▶ **What is expected**
Print all the records exactly as they stand.

▶ **Dataset records**
===============
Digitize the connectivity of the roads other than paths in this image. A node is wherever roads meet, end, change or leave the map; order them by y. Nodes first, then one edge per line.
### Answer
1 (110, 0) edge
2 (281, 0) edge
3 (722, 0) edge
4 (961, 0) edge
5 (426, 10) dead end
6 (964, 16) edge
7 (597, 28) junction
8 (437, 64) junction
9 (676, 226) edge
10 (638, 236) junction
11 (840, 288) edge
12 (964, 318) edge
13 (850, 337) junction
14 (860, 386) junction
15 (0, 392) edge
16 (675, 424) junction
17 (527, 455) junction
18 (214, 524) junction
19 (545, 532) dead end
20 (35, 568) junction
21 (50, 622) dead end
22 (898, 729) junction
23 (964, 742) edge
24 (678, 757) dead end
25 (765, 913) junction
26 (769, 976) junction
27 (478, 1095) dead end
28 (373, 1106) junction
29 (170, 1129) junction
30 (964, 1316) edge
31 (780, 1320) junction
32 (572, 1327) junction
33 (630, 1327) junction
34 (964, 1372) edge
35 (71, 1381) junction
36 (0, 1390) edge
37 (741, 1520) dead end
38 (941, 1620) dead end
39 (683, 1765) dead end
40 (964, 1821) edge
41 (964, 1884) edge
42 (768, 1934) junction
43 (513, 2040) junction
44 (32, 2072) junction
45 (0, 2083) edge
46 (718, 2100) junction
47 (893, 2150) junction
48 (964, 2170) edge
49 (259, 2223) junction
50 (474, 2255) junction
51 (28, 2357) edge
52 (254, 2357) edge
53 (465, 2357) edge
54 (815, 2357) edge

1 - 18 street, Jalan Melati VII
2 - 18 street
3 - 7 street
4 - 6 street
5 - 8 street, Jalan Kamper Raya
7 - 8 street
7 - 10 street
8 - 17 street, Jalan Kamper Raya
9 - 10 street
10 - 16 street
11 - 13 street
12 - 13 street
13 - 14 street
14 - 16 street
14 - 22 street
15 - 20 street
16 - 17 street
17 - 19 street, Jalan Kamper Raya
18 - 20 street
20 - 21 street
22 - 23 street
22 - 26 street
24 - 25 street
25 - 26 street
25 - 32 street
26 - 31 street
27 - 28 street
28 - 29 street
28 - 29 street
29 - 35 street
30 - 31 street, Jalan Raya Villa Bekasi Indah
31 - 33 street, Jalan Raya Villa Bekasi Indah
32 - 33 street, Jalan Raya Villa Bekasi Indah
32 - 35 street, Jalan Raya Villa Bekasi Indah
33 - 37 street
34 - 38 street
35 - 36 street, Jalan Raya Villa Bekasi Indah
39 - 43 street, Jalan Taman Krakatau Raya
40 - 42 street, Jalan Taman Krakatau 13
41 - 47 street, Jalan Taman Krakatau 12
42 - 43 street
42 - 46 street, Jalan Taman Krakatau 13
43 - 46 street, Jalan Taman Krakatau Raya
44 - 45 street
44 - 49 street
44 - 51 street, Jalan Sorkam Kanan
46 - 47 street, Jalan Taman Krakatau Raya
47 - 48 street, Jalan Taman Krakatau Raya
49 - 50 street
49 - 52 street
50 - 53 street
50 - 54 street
===============
▶ **Finished task**
Digitize the connectivity of the roads other than paths in this image. A node is wherever roads meet, end, change or leave the map; order them by y. Nodes first, then one edge per line.
### Answer
1 (110, 0) edge
2 (281, 0) edge
3 (722, 0) edge
4 (961, 0) edge
5 (426, 10) dead end
6 (964, 16) edge
7 (597, 28) junction
8 (437, 64) junction
9 (676, 226) edge
10 (638, 236) junction
11 (840, 288) edge
12 (964, 318) edge
13 (850, 337) junction
14 (860, 386) junction
15 (0, 392) edge
16 (675, 424) junction
17 (527, 455) junction
18 (214, 524) junction
19 (545, 532) dead end
20 (35, 568) junction
21 (50, 622) dead end
22 (898, 729) junction
23 (964, 742) edge
24 (678, 757) dead end
25 (765, 913) junction
26 (769, 976) junction
27 (478, 1095) dead end
28 (373, 1106) junction
29 (170, 1129) junction
30 (964, 1316) edge
31 (780, 1320) junction
32 (572, 1327) junction
33 (630, 1327) junction
34 (964, 1372) edge
35 (71, 1381) junction
36 (0, 1390) edge
37 (741, 1520) dead end
38 (941, 1620) dead end
39 (683, 1765) dead end
40 (964, 1821) edge
41 (964, 1884) edge
42 (768, 1934) junction
43 (513, 2040) junction
44 (32, 2072) junction
45 (0, 2083) edge
46 (718, 2100) junction
47 (893, 2150) junction
48 (964, 2170) edge
49 (259, 2223) junction
50 (474, 2255) junction
51 (28, 2357) edge
52 (254, 2357) edge
53 (465, 2357) edge
54 (815, 2357) edge

1 - 18 street, Jalan Melati VII
2 - 18 street
3 - 7 street
4 - 6 street
5 - 8 street, Jalan Kamper Raya
7 - 8 street
7 - 10 street
8 - 17 street, Jalan Kamper Raya
9 - 10 street
10 - 16 street
11 - 13 street
12 - 13 street
13 - 14 street
14 - 16 street
14 - 22 street
15 - 20 street
16 - 17 street
17 - 19 street, Jalan Kamper Raya
18 - 20 street
20 - 21 street
22 - 23 street
22 - 26 street
24 - 25 street
25 - 26 street
25 - 32 street
26 - 31 street
27 - 28 street
28 - 29 street
28 - 29 street
29 - 35 street
30 - 31 street, Jalan Raya Villa Bekasi Indah
31 - 33 street, Jalan Raya Villa Bekasi Indah
32 - 33 street, Jalan Raya Villa Bekasi Indah
32 - 35 street, Jalan Raya Villa Bekasi Indah
33 - 37 street
34 - 38 street
35 - 36 street, Jalan Raya Villa Bekasi Indah
39 - 43 street, Jalan Taman Krakatau Raya
40 - 42 street, Jalan Taman Krakatau 13
41 - 47 street, Jalan Taman Krakatau 12
42 - 43 street
42 - 46 street, Jalan Taman Krakatau 13
43 - 46 street, Jalan Taman Krakatau Raya
44 - 45 street
44 - 49 street
44 - 51 street, Jalan Sorkam Kanan
46 - 47 street, Jalan Taman Krakatau Raya
47 - 48 street, Jalan Taman Krakatau Raya
49 - 50 street
49 - 52 street
50 - 53 street
50 - 54 street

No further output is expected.